▶ Requirement: Output the entries verbatim, including every line.
----
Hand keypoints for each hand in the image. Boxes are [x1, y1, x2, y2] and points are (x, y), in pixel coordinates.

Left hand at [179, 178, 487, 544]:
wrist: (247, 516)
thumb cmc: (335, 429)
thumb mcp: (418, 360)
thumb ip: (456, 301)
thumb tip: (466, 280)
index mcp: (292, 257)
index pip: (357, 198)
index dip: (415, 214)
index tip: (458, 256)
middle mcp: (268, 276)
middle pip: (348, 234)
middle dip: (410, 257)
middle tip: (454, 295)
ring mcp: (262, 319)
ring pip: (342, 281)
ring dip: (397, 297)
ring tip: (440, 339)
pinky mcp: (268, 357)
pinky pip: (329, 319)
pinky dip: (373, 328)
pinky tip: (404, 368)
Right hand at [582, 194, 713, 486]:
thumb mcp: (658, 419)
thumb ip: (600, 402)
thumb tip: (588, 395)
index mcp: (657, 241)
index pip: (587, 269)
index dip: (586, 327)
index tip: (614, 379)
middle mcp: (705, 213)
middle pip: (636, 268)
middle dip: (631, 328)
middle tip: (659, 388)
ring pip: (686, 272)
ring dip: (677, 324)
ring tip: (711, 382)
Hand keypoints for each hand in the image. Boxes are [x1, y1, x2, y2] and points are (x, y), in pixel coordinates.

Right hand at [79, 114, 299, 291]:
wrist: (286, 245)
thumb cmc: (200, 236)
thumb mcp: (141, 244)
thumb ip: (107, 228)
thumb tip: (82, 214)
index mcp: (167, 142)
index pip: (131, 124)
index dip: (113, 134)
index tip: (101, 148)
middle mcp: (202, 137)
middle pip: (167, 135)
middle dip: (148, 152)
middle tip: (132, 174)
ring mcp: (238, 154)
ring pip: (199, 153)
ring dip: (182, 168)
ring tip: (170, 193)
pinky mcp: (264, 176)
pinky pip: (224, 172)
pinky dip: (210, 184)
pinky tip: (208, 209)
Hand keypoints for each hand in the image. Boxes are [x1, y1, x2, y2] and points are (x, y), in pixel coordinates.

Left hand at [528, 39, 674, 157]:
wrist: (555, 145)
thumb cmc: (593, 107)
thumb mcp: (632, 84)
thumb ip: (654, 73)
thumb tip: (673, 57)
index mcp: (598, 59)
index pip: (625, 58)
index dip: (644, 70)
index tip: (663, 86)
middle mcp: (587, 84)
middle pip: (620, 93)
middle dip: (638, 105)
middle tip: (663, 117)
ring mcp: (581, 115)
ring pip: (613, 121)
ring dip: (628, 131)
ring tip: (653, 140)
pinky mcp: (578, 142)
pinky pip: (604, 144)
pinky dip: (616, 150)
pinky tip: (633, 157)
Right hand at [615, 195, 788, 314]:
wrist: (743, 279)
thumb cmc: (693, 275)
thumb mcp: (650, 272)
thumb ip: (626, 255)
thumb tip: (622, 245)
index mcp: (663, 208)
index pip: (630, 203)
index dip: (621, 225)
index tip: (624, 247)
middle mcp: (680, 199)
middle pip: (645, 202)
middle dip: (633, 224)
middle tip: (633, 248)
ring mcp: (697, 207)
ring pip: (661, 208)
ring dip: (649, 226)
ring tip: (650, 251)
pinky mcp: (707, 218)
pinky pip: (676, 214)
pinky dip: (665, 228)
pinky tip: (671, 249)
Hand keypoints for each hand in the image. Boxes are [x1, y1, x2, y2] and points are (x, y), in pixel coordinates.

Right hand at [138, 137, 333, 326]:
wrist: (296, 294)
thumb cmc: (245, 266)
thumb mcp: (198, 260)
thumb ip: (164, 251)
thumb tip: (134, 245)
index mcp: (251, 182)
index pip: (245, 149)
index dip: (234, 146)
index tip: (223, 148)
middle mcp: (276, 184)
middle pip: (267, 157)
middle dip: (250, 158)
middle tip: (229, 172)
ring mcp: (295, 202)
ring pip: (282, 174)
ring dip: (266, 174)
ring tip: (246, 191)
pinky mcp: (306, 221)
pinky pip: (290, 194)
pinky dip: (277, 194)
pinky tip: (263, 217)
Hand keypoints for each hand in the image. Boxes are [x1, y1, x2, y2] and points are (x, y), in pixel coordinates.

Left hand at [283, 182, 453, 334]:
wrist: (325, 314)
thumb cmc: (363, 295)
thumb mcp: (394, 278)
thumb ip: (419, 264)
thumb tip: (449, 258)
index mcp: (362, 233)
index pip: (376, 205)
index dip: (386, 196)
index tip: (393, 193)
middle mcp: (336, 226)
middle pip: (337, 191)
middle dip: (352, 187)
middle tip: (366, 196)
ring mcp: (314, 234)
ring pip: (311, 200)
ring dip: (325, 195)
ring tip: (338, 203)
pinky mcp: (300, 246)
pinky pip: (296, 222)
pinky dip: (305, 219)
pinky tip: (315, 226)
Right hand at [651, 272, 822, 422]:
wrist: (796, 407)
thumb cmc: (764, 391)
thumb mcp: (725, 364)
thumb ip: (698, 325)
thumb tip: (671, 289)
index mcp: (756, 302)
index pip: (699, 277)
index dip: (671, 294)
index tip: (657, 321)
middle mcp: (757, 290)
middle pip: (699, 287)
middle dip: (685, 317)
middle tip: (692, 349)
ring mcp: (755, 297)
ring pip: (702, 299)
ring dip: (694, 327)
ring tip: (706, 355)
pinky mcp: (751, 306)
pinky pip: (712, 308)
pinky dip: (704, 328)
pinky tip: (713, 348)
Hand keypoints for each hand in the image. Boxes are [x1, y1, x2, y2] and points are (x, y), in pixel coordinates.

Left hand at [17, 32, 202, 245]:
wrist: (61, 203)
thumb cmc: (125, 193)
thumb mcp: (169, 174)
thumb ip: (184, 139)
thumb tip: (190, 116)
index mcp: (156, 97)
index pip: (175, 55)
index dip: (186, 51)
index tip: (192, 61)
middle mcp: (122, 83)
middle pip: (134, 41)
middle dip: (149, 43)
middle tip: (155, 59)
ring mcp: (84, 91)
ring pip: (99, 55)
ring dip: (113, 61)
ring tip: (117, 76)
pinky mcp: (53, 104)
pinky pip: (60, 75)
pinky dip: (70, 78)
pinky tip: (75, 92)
----
▶ Exercise result:
Hand keypoints for each hand in the image. Boxes are [x1, y1, x2, y2] and points are (x, y), in pixel coordinates.

Left hand at [179, 178, 487, 544]:
wrist: (247, 516)
thumb cmc: (335, 429)
thumb mcp: (418, 360)
thumb ip: (456, 301)
thumb tip: (466, 280)
index mcp: (292, 257)
index pip: (357, 198)
index dip: (415, 214)
index tip: (458, 256)
middle mcp: (268, 276)
middle pip: (348, 234)
middle dip: (410, 257)
middle tip: (454, 295)
ring mcp: (262, 319)
ring pip: (342, 281)
ring dip: (397, 297)
ring tip: (440, 339)
pinky mcp: (268, 357)
pinky pip: (329, 319)
pinky dip: (373, 328)
pinky tip: (404, 368)
Right hand at [582, 194, 713, 486]:
thumb mcp: (658, 419)
thumb ip: (600, 402)
thumb tip: (588, 395)
index mcp: (657, 241)
index pip: (587, 269)
index dip: (586, 327)
index tip: (614, 379)
middle mcp: (705, 213)
middle pip: (636, 268)
middle dip: (631, 328)
middle tip: (659, 388)
ring pip: (686, 272)
ring dip: (677, 324)
ring tip: (711, 382)
Hand keypoints for each hand in the image. Boxes are [x1, y1, x2, y2] and points are (x, y), in pixel coordinates.

Right hand at [79, 114, 299, 291]:
wrist: (286, 245)
thumb cmc: (200, 236)
thumb mcp: (141, 244)
thumb ip: (107, 228)
thumb tip: (82, 214)
index mcp: (167, 142)
index pip: (131, 124)
index dip: (113, 134)
index tip: (101, 148)
middle mcp: (202, 137)
middle pip: (167, 135)
middle dip: (148, 152)
middle tip: (132, 174)
ring mcp: (238, 154)
ring pip: (199, 153)
ring dip: (182, 168)
ring tip: (170, 193)
pinky mcp: (264, 176)
pinky pip: (224, 172)
pinky dip: (210, 184)
pinky tip: (208, 209)
Hand keypoints for each hand in the image. Boxes are [x1, y1, x2, y2] and points are (x, y), in pixel coordinates.

Left hand at [528, 39, 674, 157]:
wrist: (555, 145)
thumb cmc: (593, 107)
thumb mcp: (632, 84)
thumb ip: (654, 73)
thumb tip: (673, 57)
index mcp: (598, 59)
index pip: (625, 58)
index dip: (644, 70)
index tip: (663, 86)
middle mcp: (587, 84)
middle pip: (620, 93)
middle dip: (638, 105)
middle tip: (663, 117)
ring mcp: (581, 115)
ring pip: (613, 121)
ring dip: (628, 131)
ring tip: (653, 140)
pinky mcp: (578, 142)
pinky pip: (604, 144)
pinky dip: (616, 150)
pinky tip: (633, 157)
Right hand at [615, 195, 788, 314]:
wrist: (743, 279)
thumb cmc: (693, 275)
thumb mcp: (650, 272)
thumb ip: (626, 255)
thumb tip: (622, 245)
index mcp: (663, 208)
index pip: (630, 203)
index dip: (621, 225)
index tip: (624, 247)
middle mcp: (680, 199)
middle pip: (645, 202)
middle dip: (633, 224)
middle tip: (633, 248)
ring mcp: (697, 207)
ring pip: (661, 208)
ring dip: (649, 226)
ring tip: (650, 251)
pinky mcp: (707, 218)
pinky pip: (676, 214)
pinky dip: (665, 228)
pinky tip: (671, 249)
Hand keypoints for each hand in the image. Boxes are [x1, y1, x2, y2] and points are (x, y), in pixel coordinates.

Right hand at [138, 137, 333, 326]:
wrist: (296, 294)
thumb cmc: (245, 266)
thumb mcp: (198, 260)
thumb ip: (164, 251)
thumb tip: (134, 245)
index mcp: (251, 182)
index pip: (245, 149)
index dip: (234, 146)
index tip: (223, 148)
middle mcp: (276, 184)
middle pip: (267, 157)
middle dip: (250, 158)
middle tip: (229, 172)
ring mcp: (295, 202)
ring pip: (282, 174)
ring dip: (266, 174)
ring tip: (246, 191)
pinky mcp: (306, 221)
pinky pip: (290, 194)
pinky dip: (277, 194)
pinky tip: (263, 217)
Hand keypoints for each hand in the image. Boxes are [x1, y1, x2, y2] and points are (x, y), in pixel coordinates.

Left hand at [283, 182, 453, 334]:
wrist: (325, 314)
thumb cmc: (363, 295)
thumb mcp: (394, 278)
thumb ip: (419, 264)
thumb tip: (449, 258)
index mcp: (362, 233)
index pip: (376, 205)
index dip: (386, 196)
index tip: (393, 193)
middle mcp: (336, 226)
middle pip: (337, 191)
middle dip: (352, 187)
middle tip: (366, 196)
ring mcp: (314, 234)
ring pip: (311, 200)
ring dip: (325, 195)
ring tip: (338, 203)
pinky mcp: (300, 246)
pinky pip: (296, 222)
pinky dip: (305, 219)
pinky tip: (315, 226)
Right hand at [651, 272, 822, 422]:
wrist: (796, 407)
thumb cmc: (764, 391)
thumb mcp: (725, 364)
thumb ip: (698, 325)
thumb tip: (671, 289)
index mcp: (756, 302)
index pip: (699, 277)
index dip: (671, 294)
index tip: (657, 321)
middle mcp: (757, 290)
middle pip: (699, 287)
middle dip: (685, 317)
middle tip: (692, 349)
ring mcp: (755, 297)
ring pip: (702, 299)
ring dip: (694, 327)
ring tip: (706, 355)
pinky mcp: (751, 306)
pinky pip: (712, 308)
pinky dip: (704, 328)
pinky tip: (713, 348)
Hand keypoints for each hand in the image. Boxes are [x1, y1, x2, y2] and points are (x, y), in pixel coordinates.

Left hand at [17, 32, 202, 245]:
wrist: (61, 203)
thumb cmc: (125, 193)
thumb mcp: (169, 174)
thumb ip: (184, 139)
thumb tip: (190, 116)
index mcp: (156, 97)
index pip: (175, 55)
index dip: (186, 51)
index tip: (192, 61)
middle mcp: (122, 83)
middle pip: (134, 41)
middle dip: (149, 43)
middle tip: (155, 59)
ring mcp: (84, 91)
ring pip: (99, 55)
ring dip: (113, 61)
ring tip: (117, 76)
pinky mcp: (53, 104)
pinky pip: (60, 75)
pinky dip: (70, 78)
pinky tip: (75, 92)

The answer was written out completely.